Will the illiteracy about religion in our nation’s major newspapers never end? Kathleen Parker, whom I often enjoy reading, had an op-ed in the Sunday Washington Post that was filled with the kind of stupidity about religion that would never be permitted if the subject were politics, economics, sports, or virtually any other topic.
Parker chose to write about the Pentagon’s decision to disinvite the Rev. Franklin Graham from participating in the National Day of Prayer. At the beginning of the article, it looks like she is going to side with Graham, but then she veers off into a series of questions and comments that show a lack of intellectual seriousness about the subject that is arresting.
For example, she writes approvingly of NPR’s religion correspondent Barbara Bradley Haggerty’s new book "Fingerprints of God" noting that according to Haggerty’s research, "whether one is a Sikh, a Catholic nun, a Buddhist monk or a Sufi Muslim, the brain reacts to focused prayer and meditation much in the same way. The same parts light up and the same parts go dark during deep meditation." I suppose if all supplications to the Godhead were for peace of mind or some kind of generic enlightenment, this observation provided by science would be significant. But, human desires come in many flavors and the entreaties made to heaven are as often as not for things that do not show up in a CAT Scan. People pray for peace, which happens on the field of battle not in the field of neuroscience. People pray for their children’s happiness, which happiness must be recorded in the brainwaves of the child/recipient of the prayer not the parent/supplicant. That is, if the prayer is to be answered.
Then Parker writes a sentence that betrays the kind of Gnosticism I thought had died in the first centuries of the Church. "And though some are more generously endowed than others," Parker writes, "spiritual experience is a human phenomenon, not a religious one." Huh? If something is a "human phenomenon" it can’t be "religious"? Were St. Francis and St. Teresa not having religious experiences? Or were they aliens? She tags on another sentence that is equally baffling: "Different routes to the same destination." Buddhists and Christians, alas, do not seek the same "destination" and there is something offensive to one or both religions about the suggestion that they do.

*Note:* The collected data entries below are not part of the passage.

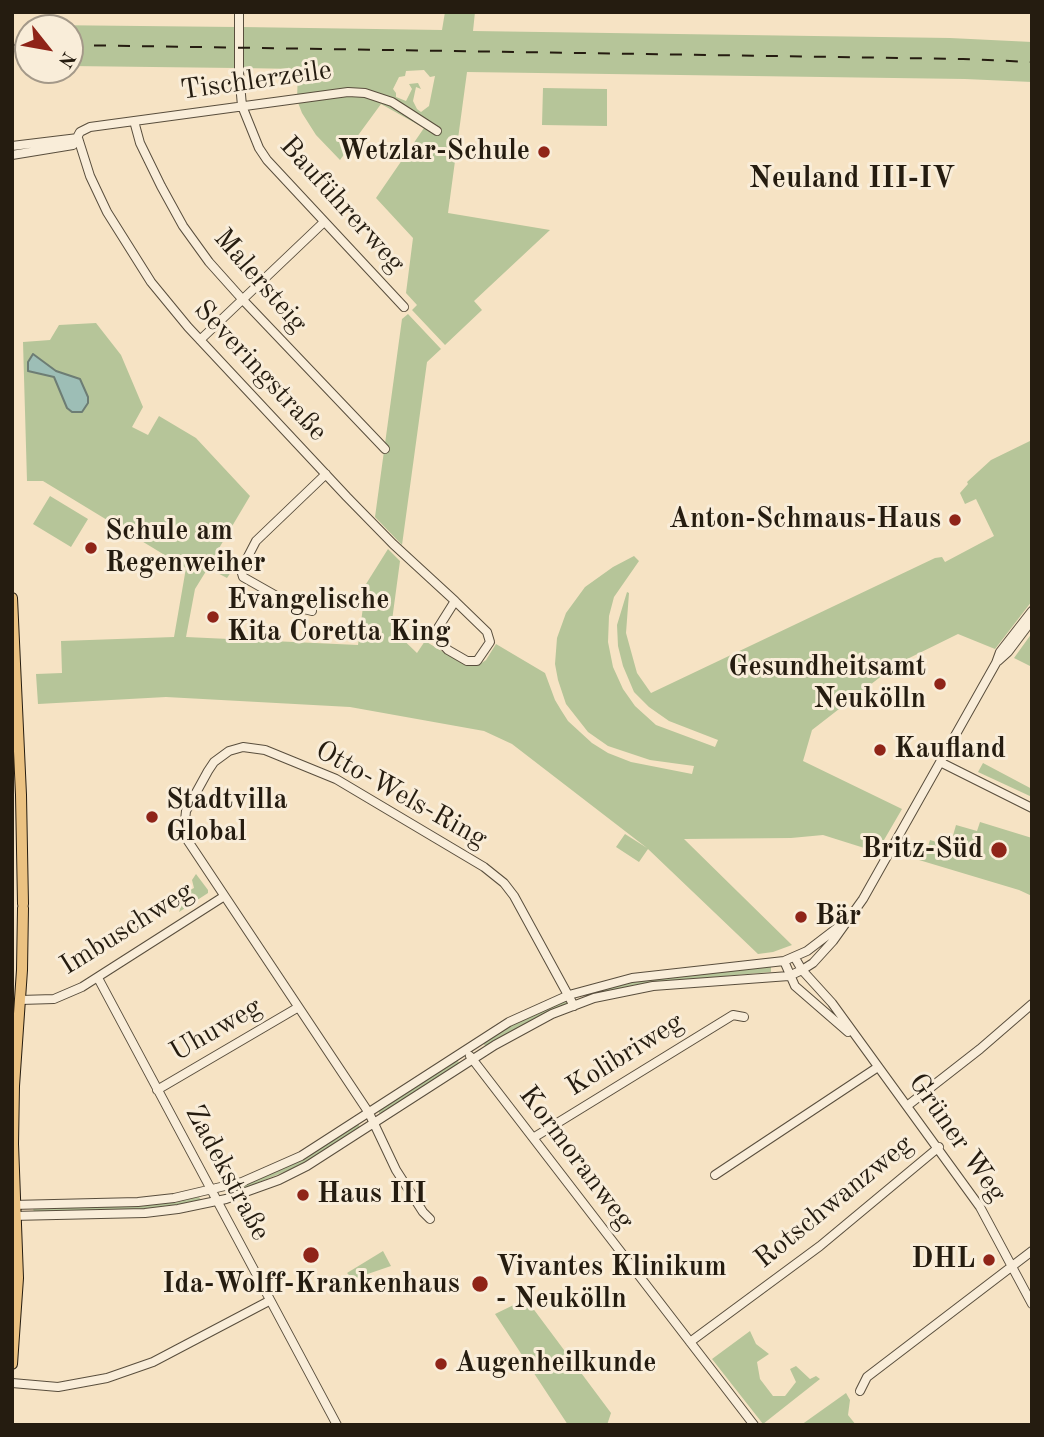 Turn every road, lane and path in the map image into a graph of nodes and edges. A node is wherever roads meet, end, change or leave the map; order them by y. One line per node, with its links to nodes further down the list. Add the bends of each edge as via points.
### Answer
1 (239, 12): 2 (street, Bauführerweg)
2 (242, 106): 3 (street, Tischlerzeile); 4 (street, Tischlerzeile, via 365,93 392,102); 8 (street, Bauführerweg, via 267,160)
3 (134, 121): 5 (street, Tischlerzeile, via 85,128); 9 (street, Malersteig, via 140,143 183,226)
4 (437, 131)
5 (78, 138): 6 (street, Tischlerzeile); 7 (street, Tischlerzeile, via 73,145); 11 (street, Severingstraße, via 90,176 130,251)
6 (12, 146)
7 (12, 156)
8 (324, 222): 9 (street); 10 (street, Bauführerweg)
9 (243, 300): 11 (street); 12 (street, Malersteig)
10 (404, 307)
11 (200, 340): 13 (street, Severingstraße)
12 (385, 449)
13 (326, 474): 15 (street, Severingstraße); 16 (street, via 256,541 240,570 296,607)
14 (12, 600): 30 (main road, via 23,906)
15 (454, 601): 15 (street, Severingstraße, via 489,635 489,644 476,662 461,657 437,638)
16 (312, 611)
17 (1032, 611): 19 (street)
18 (1032, 620): 19 (street)
19 (996, 663): 20 (street)
20 (940, 762): 21 (street); 23 (street)
21 (1032, 808)
22 (223, 897): 28 (street, Imbuschweg); 29 (street, Otto-Wels-Ring, via 188,841 184,818 214,762 229,751 251,747 336,779 491,872 514,896); 33 (street, Otto-Wels-Ring)
23 (850, 918): 24 (street); 26 (street)
24 (795, 958): 25 (street); 26 (street, Grüner Weg)
25 (784, 961): 27 (street); 29 (street, via 632,978)
26 (802, 970): 27 (street); 35 (street, Grüner Weg)
27 (789, 976): 32 (street, via 653,986); 35 (street, Grüner Weg)
28 (97, 978): 30 (street, Imbuschweg, via 54,999); 39 (street, Zadekstraße)
29 (569, 995): 32 (street, Otto-Wels-Ring); 36 (street, via 509,1022)
30 (16, 1000): 48 (main road)
31 (1032, 1004): 40 (street)
32 (574, 1006): 37 (street, via 526,1027)
33 (298, 1008): 39 (street, Uhuweg); 41 (street, Otto-Wels-Ring)
34 (744, 1017): 43 (street, Kolibriweg, via 733,1015)
35 (858, 1041): 38 (street, Grüner Weg)
36 (466, 1051): 37 (street, Kormoranweg); 41 (street)
37 (473, 1059): 42 (street); 43 (street, Kormoranweg)
38 (878, 1067): 40 (street, Grüner Weg); 45 (street)
39 (157, 1090): 46 (street, Zadekstraße)
40 (907, 1106): 44 (street, Grüner Weg)
41 (369, 1113): 42 (street, Otto-Wels-Ring); 46 (street, via 273,1170)
42 (373, 1125): 47 (street, via 279,1180); 50 (street, Otto-Wels-Ring)
43 (533, 1138): 55 (street, Kormoranweg)
44 (939, 1147): 52 (street, Grüner Weg, via 980,1207); 55 (street, Rotschwanzweg, via 820,1246)
45 (715, 1175)
46 (210, 1191): 47 (street, Zadekstraße); 48 (street, via 138,1202)
47 (216, 1202): 49 (street, via 145,1213); 53 (street, Zadekstraße)
48 (14, 1204): 49 (main road)
49 (14, 1216): 56 (main road, via 18,1278)
50 (430, 1219)
51 (1032, 1251): 52 (street)
52 (1012, 1267): 54 (street, Grüner Weg); 58 (street, via 867,1377)
53 (269, 1301): 57 (street, via 172,1353 107,1378 58,1387); 59 (street, Zadekstraße)
54 (1032, 1304)
55 (690, 1342): 60 (street, Kormoranweg)
56 (12, 1364)
57 (12, 1383)
58 (860, 1391)
59 (337, 1425)
60 (754, 1425) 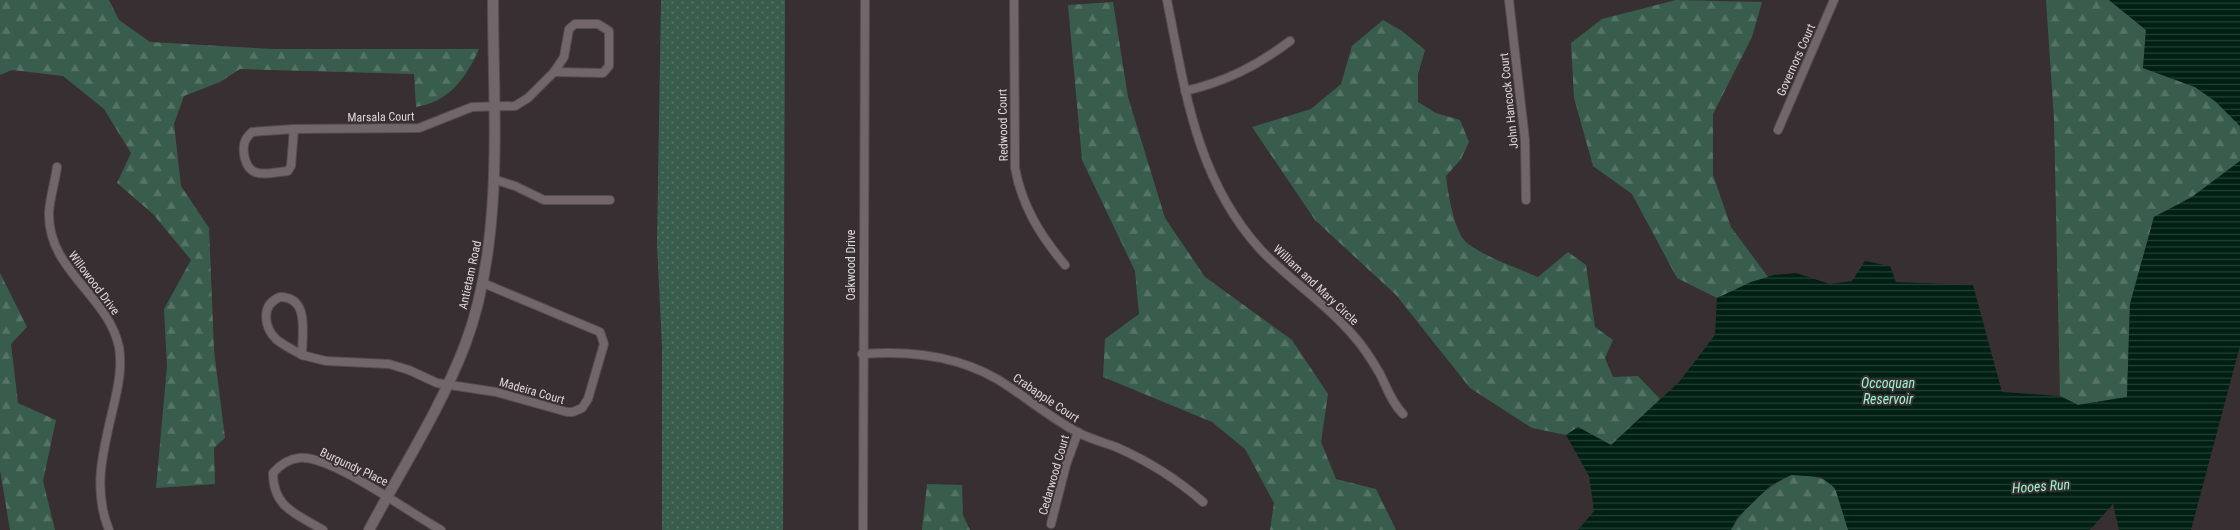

Not to confine her misunderstanding to the area of religion, Parker writes, "Haggerty is optimistic that science eventually will demonstrate that we are more than mere matter." Here, she misunderstands science. Once it moves beyond the "material" it ceases to be science. This is what is wrong about the question: Do you believe in evolution? Of course not, because scientific theories are not believed, they are demonstrated.
Parker ends up not supporting Rev. Graham, and seems confused about the issue of the distinctiveness of Christian claims about the role of Jesus in salvation history. If you want what I consider the best reply to such questions, check out this video from an interview of Msgr. Lorenzo Albacete by Robert Wright. If you have ever wondered why I am such a huge fan of Albacete, it is because he is able to deliver the Gospel with a freshness that is, I think, quite unique, as he does here.
I agree that God does not play favorites arbitrarily - and certainly not on racial lines. I do believe He does have favorite ontologies, however we are judged based on how we do them as individuals, not groups. Judging groups would not be favored by God under such a theory. Whether one is for or against Jesus is not a matter of self-identification or group identity, but how one conforms their actions to the law of Love. Anyone can do that and group membership does not assure anyone that they are doing it well.
As in several comments, more was read into what was said due to the reder's own faith directions.
The op-ed expresses a broad view of both many paths to heaven (and surely we don't want to be like Leonard Feeney) and the search many go through to understand how to accheive that.
By the by, I agree science has nuch to say about the existence of God (otherwise, forget the Templeton foundation) and i also think Barbara Bradley Haggerty at NPR is a fine religion reporter.She was only expressing her own journey, which Mr. Winters and I may disagree with, but should not be scoffed at so easily either.